Loss told the same story from the other side, sliding from roughly half a unit down to a few hundredths as the weights sharpened over each pass. The confusion matrix showed a strong diagonal, with rare mistakes landing where a human eye slips too.

| Matrix Size | Processor Path | Graphics Path | Speedup |
| ----------- | -------------- | ------------- | ------- |
| 256 × 256   | 5.8 ms         | 1.0 ms        | 5.8×    |
| 512 × 512   | 43 ms          | 1.0 ms        | 43×     |
| 1024 × 1024 | 7.3 s          | 57 ms         | 128×    |

Speed came from the graphics path, and it grew sharply with matrix size, so the big multiply that once crawled finished quicker.

> [!NOTE]
> Still experimental and scoped to one clean digit at a time, the exact trained weights behind this demo ship as a small model file of a few megabytes. Download the [live model](/projects/teaching-a-machine-to-read-digits-by-hand/demo-model.json), load it straight into the engine, and hand it a fresh image to read, so the same recognizer that scored on the test set runs on any machine with the runtime available.

|                                                           Training Run                                                            |                                                             Reading a Seven                                                             |                                                             Reading a Two                                                             |
| :-------------------------------------------------------------------------------------------------------------------------------: | :-------------------------------------------------------------------------------------------------------------------------------------: | :-----------------------------------------------------------------------------------------------------------------------------------: |
| ![Training loss falling and accuracy rising across passes](/projects/teaching-a-machine-to-read-digits-by-hand/image-demo-1.webp) | ![The model reading a handwritten seven and naming it correctly](/projects/teaching-a-machine-to-read-digits-by-hand/image-demo-2.webp) | ![The model reading a handwritten two and naming it correctly](/projects/teaching-a-machine-to-read-digits-by-hand/image-demo-3.webp) |

## Speed Has a Threshold

Graphics hardware only pays off past a certain size, so the smallest layers actually ran faster on the plain processor path here.

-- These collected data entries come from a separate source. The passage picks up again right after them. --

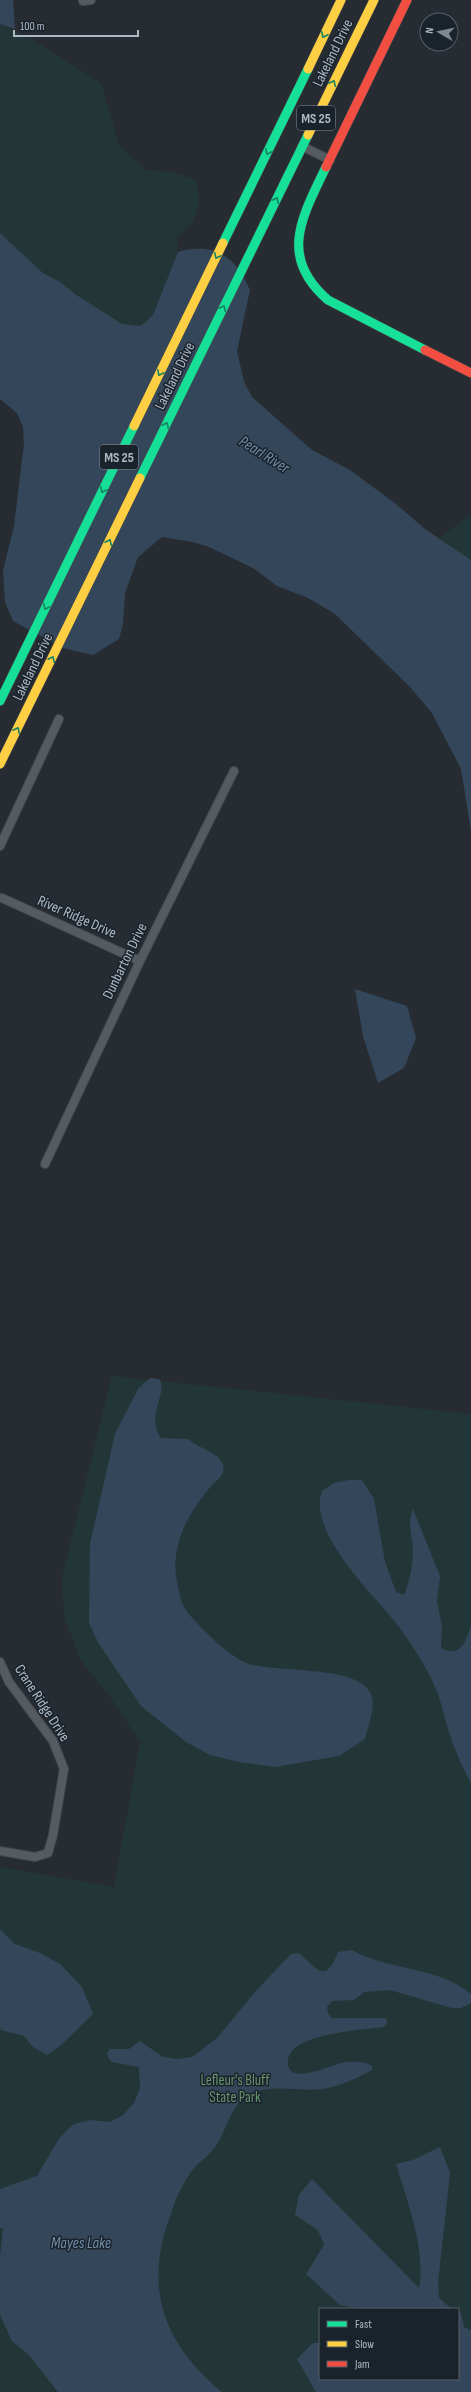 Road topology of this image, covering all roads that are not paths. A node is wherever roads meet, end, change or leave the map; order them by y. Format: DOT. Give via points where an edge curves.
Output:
graph roads {
  1 [pos="341,0"];
  2 [pos="374,0"];
  3 [pos="407,0"];
  4 [pos="302,146"];
  5 [pos="330,160"];
  6 [pos="471,373"];
  7 [pos="1,694"];
  8 [pos="59,719"];
  9 [pos="0,764"];
  10 [pos="234,771"];
  11 [pos="0,845"];
  12 [pos="1,899"];
  13 [pos="140,960"];
  14 [pos="45,1164"];
  15 [pos="0,1662"];
  16 [pos="0,1851"];
  1 -- 7 [label="main road, Lakeland Drive / MS 25, one-way"];
  4 -- 2 [label="main road, Lakeland Drive / MS 25, one-way"];
  3 -- 5 [label="main road"];
  4 -- 5 [label="street"];
  9 -- 4 [label="main road, Lakeland Drive / MS 25, one-way"];
  5 -- 6 [label="main road" via="304,213 298,233 302,268 310,284 332,304"];
  8 -- 11 [label="street"];
  10 -- 13 [label="street, Dunbarton Drive"];
  12 -- 13 [label="street, River Ridge Drive"];
  13 -- 14 [label="street, Dunbarton Drive"];
  15 -- 16 [label="street, Crane Ridge Drive" via="9,1682 53,1741 64,1769 54,1835 48,1853 35,1857"];
} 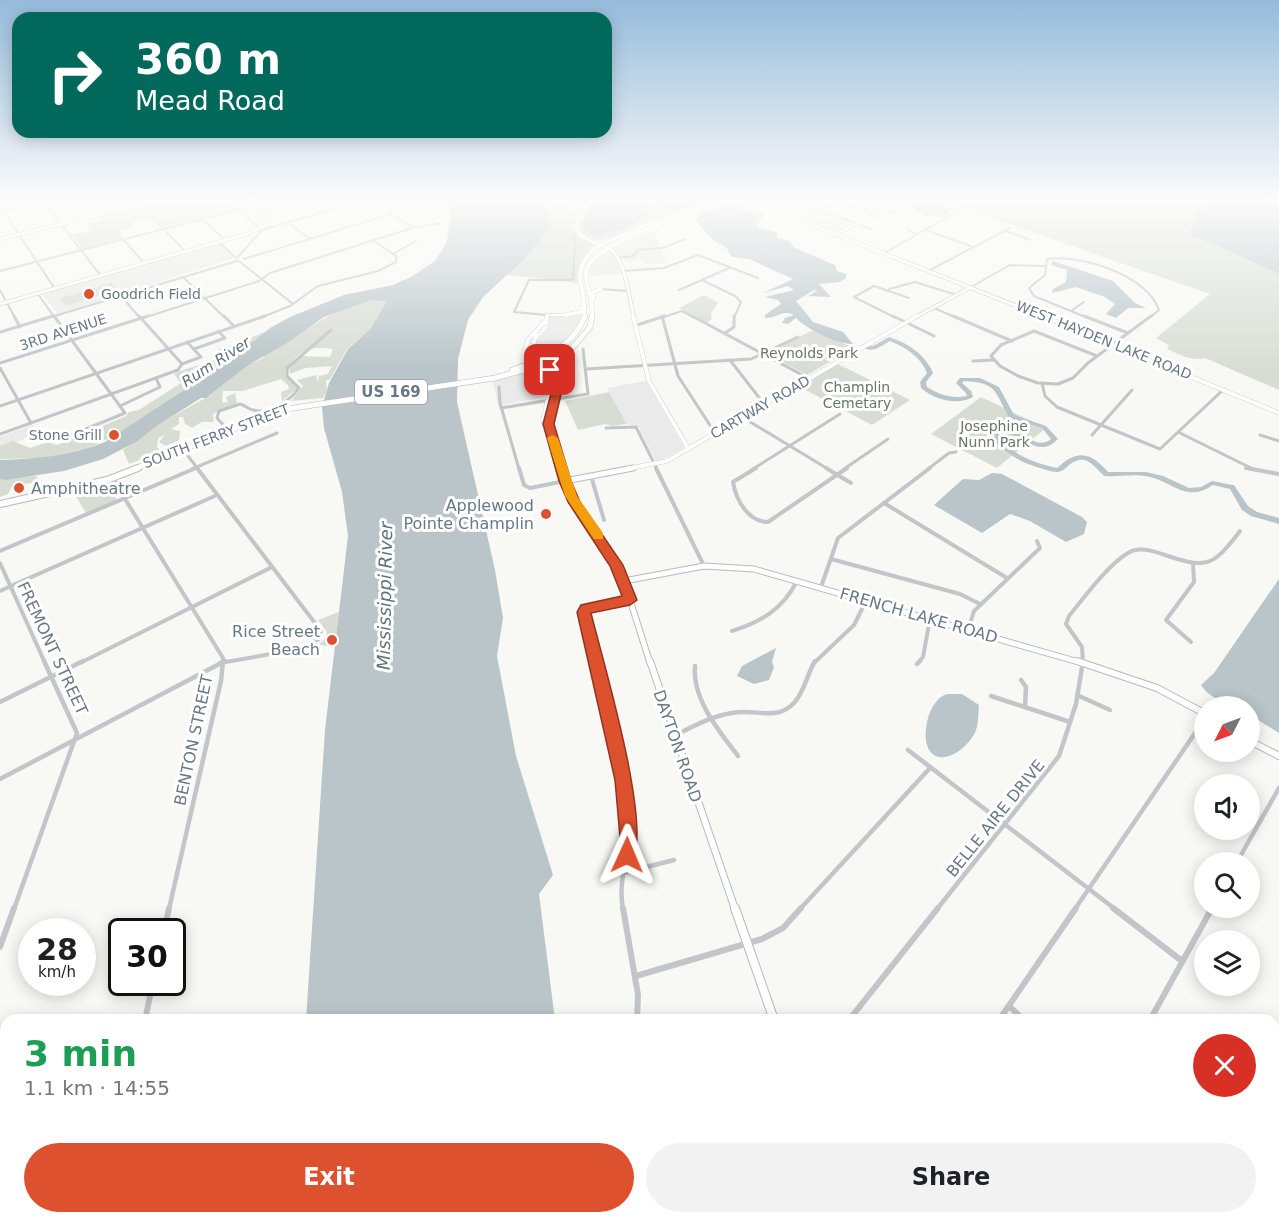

That threshold shaped every later decision about where to send the work. Tiny matrices carry too much setup cost on the graphics side, since moving data across and launching a shader eats any gain, while a large multiply hides that cost under the sheer volume of arithmetic it does. Knowing where the line sits let the engine pick the right path for each shape it met.

Proving real learning also demanded more than a single accuracy number alone. A confusion matrix and a held-out test set turned a vague claim into real evidence, showing not just how often the model was right but exactly where it stumbled and why.

## A Model Worth Keeping

Bare arithmetic grew, step by careful step, into something that reads a handwritten number and answers with steady confidence.

What began as a pile of matrix routines now stacks into layers, trains against real data, and leans on the graphics card when the work runs heavy. Every stage stayed readable, so the path from a raw pixel to a named digit stays clear the whole way.

The result stays honest about its limits, reading one clean digit at a time while the heavier sequence and language side stays experimental and has yet to converge. Lighter models get trained often, the same code runs across many kinds of graphics hardware, and the aim keeps reaching for the best this language allows. Trained weights save and load in one small file.